● **What the exercise asks**: Restate the entries below exactly, and keep all images out of the answer.

● **Source material**:
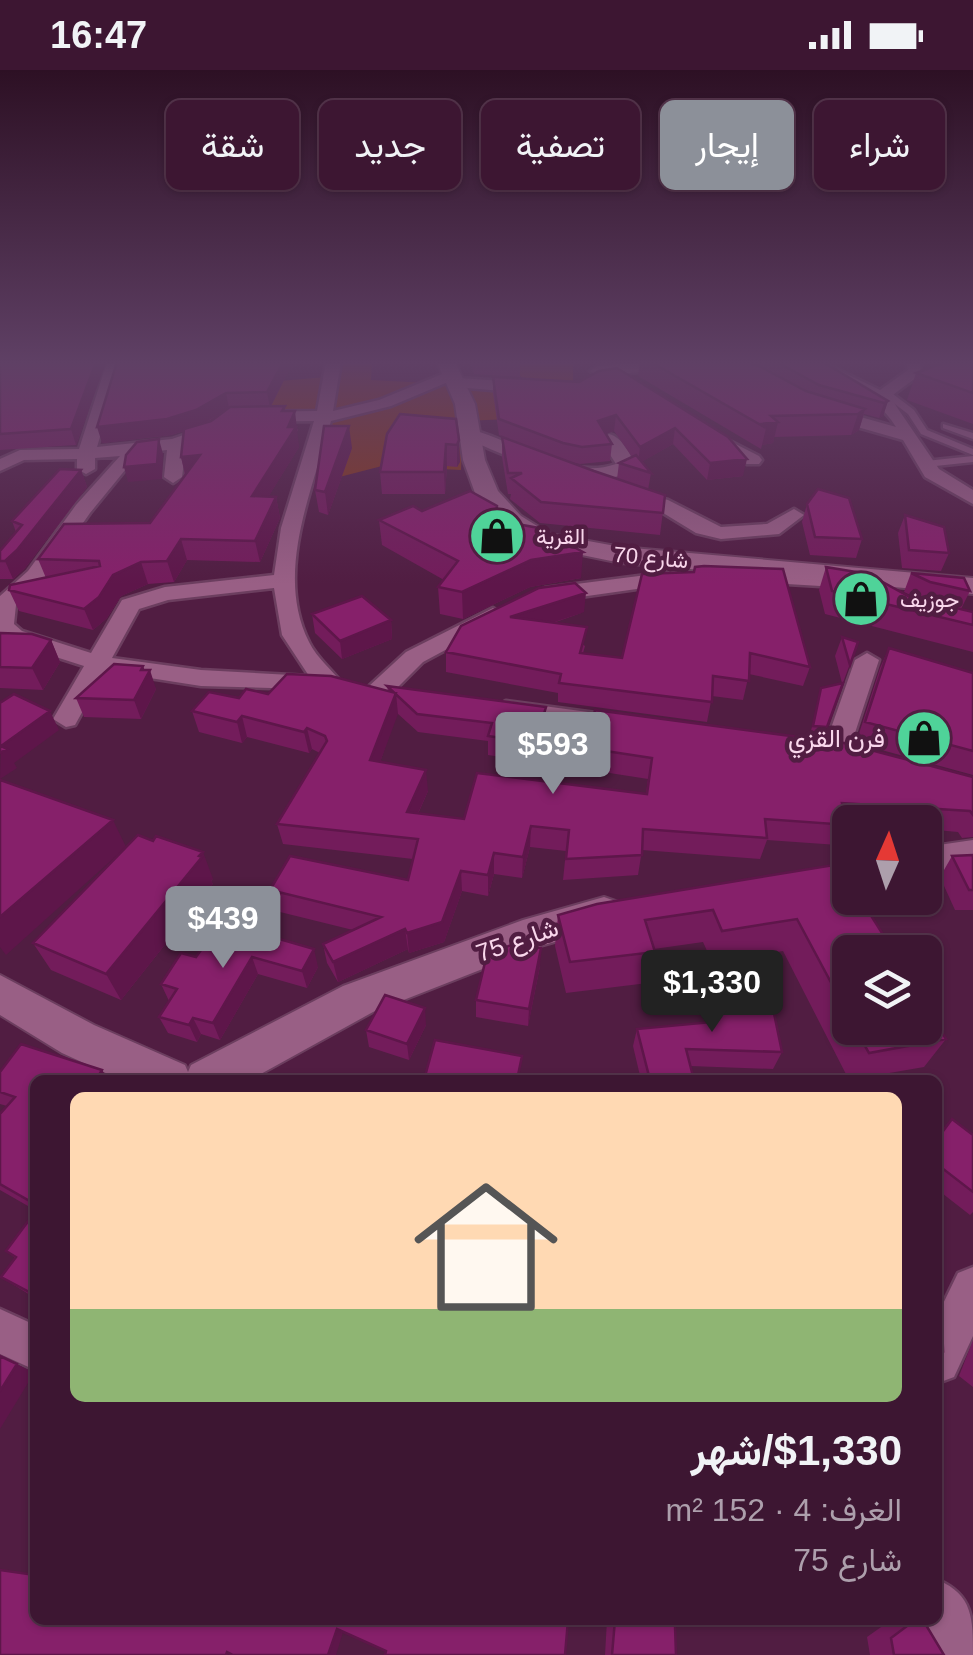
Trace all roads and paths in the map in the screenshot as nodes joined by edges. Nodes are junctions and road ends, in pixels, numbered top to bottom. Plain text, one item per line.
1 (91, 436) edge
2 (196, 436) edge
3 (319, 436) edge
4 (470, 436) edge
5 (475, 436) edge
6 (710, 436) edge
7 (917, 436) edge
8 (921, 436) edge
9 (609, 439) edge
10 (177, 444) junction
11 (0, 447) edge
12 (133, 448) junction
13 (20, 454) junction
14 (86, 454) junction
15 (973, 456) edge
16 (753, 460) dead end
17 (927, 461) junction
18 (0, 466) edge
19 (564, 468) junction
20 (173, 477) dead end
21 (973, 486) edge
22 (102, 487) junction
23 (973, 498) edge
24 (794, 515) dead end
25 (847, 577) junction
26 (284, 580) junction
27 (973, 586) edge
28 (2, 605) edge
29 (911, 610) edge
30 (867, 660) dead end
31 (98, 661) junction
32 (331, 685) junction
33 (376, 693) junction
34 (412, 697) edge
35 (484, 706) edge
36 (66, 720) dead end
37 (651, 728) edge
38 (835, 752) edge
39 (973, 854) edge
40 (942, 859) edge
41 (646, 906) edge
42 (0, 992) edge
43 (158, 1075) edge
44 (216, 1075) edge
45 (973, 1288) edge
46 (0, 1331) edge
47 (30, 1346) edge
48 (942, 1352) edge
49 (942, 1611) edge
50 (973, 1650) edge

1 - 14 street
2 - 10 street
3 - 26 street
4 - 25 street, شارع 70
5 - 19 street
6 - 16 street
7 - 17 street
8 - 15 lane
9 - 19 street
10 - 12 street
10 - 20 street
11 - 13 street
12 - 14 street
12 - 22 street
13 - 14 street
13 - 18 street
14 - 22 street
15 - 17 lane
17 - 21 street
17 - 23 street
19 - 24 street
22 - 28 street
25 - 27 street, شارع 70
25 - 29 street
25 - 33 street
26 - 31 street
26 - 32 street
28 - 31 street
30 - 38 street
31 - 32 street
31 - 36 street
32 - 33 street
33 - 34 street
35 - 37 street
39 - 40 street
41 - 44 street, شارع 75
42 - 43 street
45 - 48 street
46 - 47 street
49 - 50 street

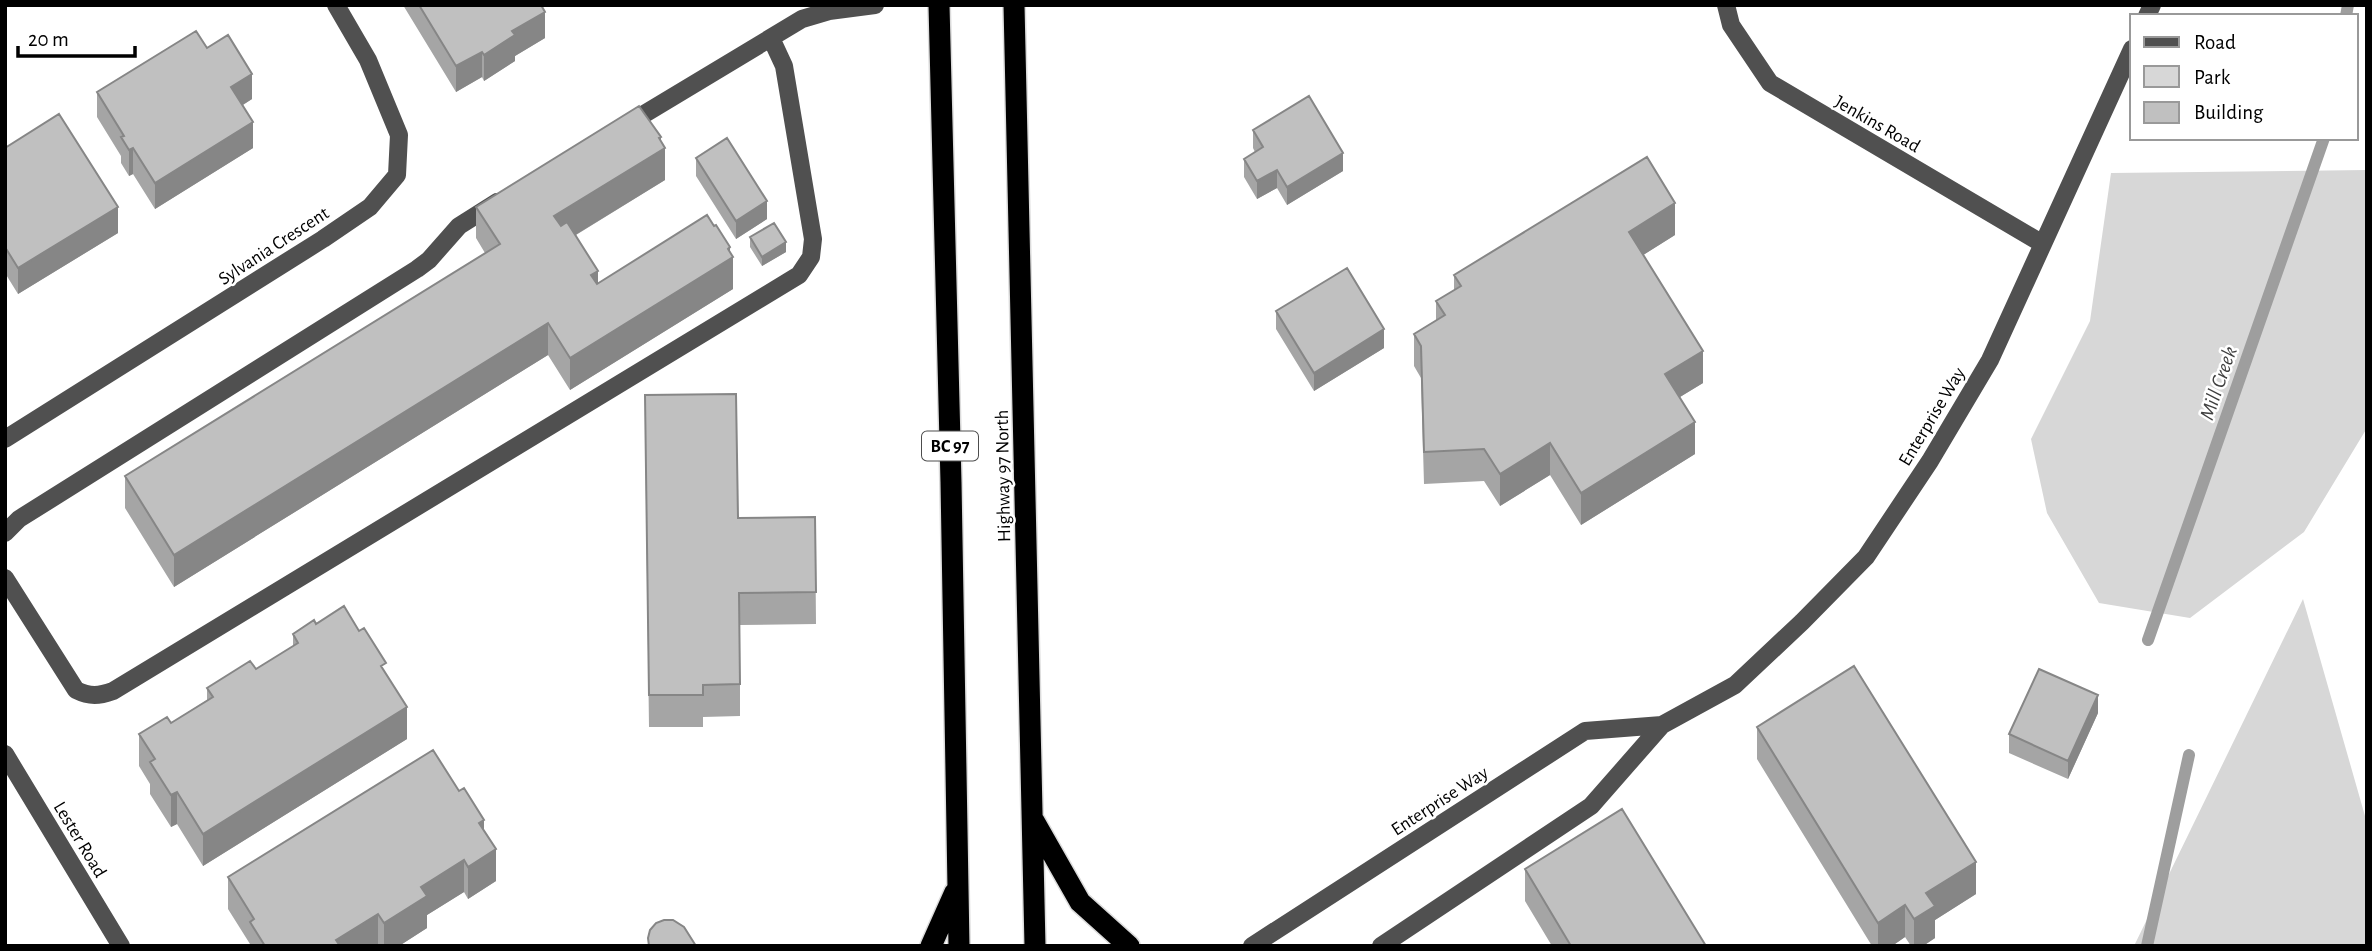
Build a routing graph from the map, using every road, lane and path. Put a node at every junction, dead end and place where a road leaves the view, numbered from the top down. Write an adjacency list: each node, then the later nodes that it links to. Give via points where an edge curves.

● **Solution for this exercise**:
Trace all roads and paths in the map in the screenshot as nodes joined by edges. Nodes are junctions and road ends, in pixels, numbered top to bottom. Plain text, one item per line.
1 (91, 436) edge
2 (196, 436) edge
3 (319, 436) edge
4 (470, 436) edge
5 (475, 436) edge
6 (710, 436) edge
7 (917, 436) edge
8 (921, 436) edge
9 (609, 439) edge
10 (177, 444) junction
11 (0, 447) edge
12 (133, 448) junction
13 (20, 454) junction
14 (86, 454) junction
15 (973, 456) edge
16 (753, 460) dead end
17 (927, 461) junction
18 (0, 466) edge
19 (564, 468) junction
20 (173, 477) dead end
21 (973, 486) edge
22 (102, 487) junction
23 (973, 498) edge
24 (794, 515) dead end
25 (847, 577) junction
26 (284, 580) junction
27 (973, 586) edge
28 (2, 605) edge
29 (911, 610) edge
30 (867, 660) dead end
31 (98, 661) junction
32 (331, 685) junction
33 (376, 693) junction
34 (412, 697) edge
35 (484, 706) edge
36 (66, 720) dead end
37 (651, 728) edge
38 (835, 752) edge
39 (973, 854) edge
40 (942, 859) edge
41 (646, 906) edge
42 (0, 992) edge
43 (158, 1075) edge
44 (216, 1075) edge
45 (973, 1288) edge
46 (0, 1331) edge
47 (30, 1346) edge
48 (942, 1352) edge
49 (942, 1611) edge
50 (973, 1650) edge

1 - 14 street
2 - 10 street
3 - 26 street
4 - 25 street, شارع 70
5 - 19 street
6 - 16 street
7 - 17 street
8 - 15 lane
9 - 19 street
10 - 12 street
10 - 20 street
11 - 13 street
12 - 14 street
12 - 22 street
13 - 14 street
13 - 18 street
14 - 22 street
15 - 17 lane
17 - 21 street
17 - 23 street
19 - 24 street
22 - 28 street
25 - 27 street, شارع 70
25 - 29 street
25 - 33 street
26 - 31 street
26 - 32 street
28 - 31 street
30 - 38 street
31 - 32 street
31 - 36 street
32 - 33 street
33 - 34 street
35 - 37 street
39 - 40 street
41 - 44 street, شارع 75
42 - 43 street
45 - 48 street
46 - 47 street
49 - 50 street

Build a routing graph from the map, using every road, lane and path. Put a node at every junction, dead end and place where a road leaves the view, numbered from the top down. Write an adjacency list: each node, then the later nodes that it links to. Give via points where an edge curves.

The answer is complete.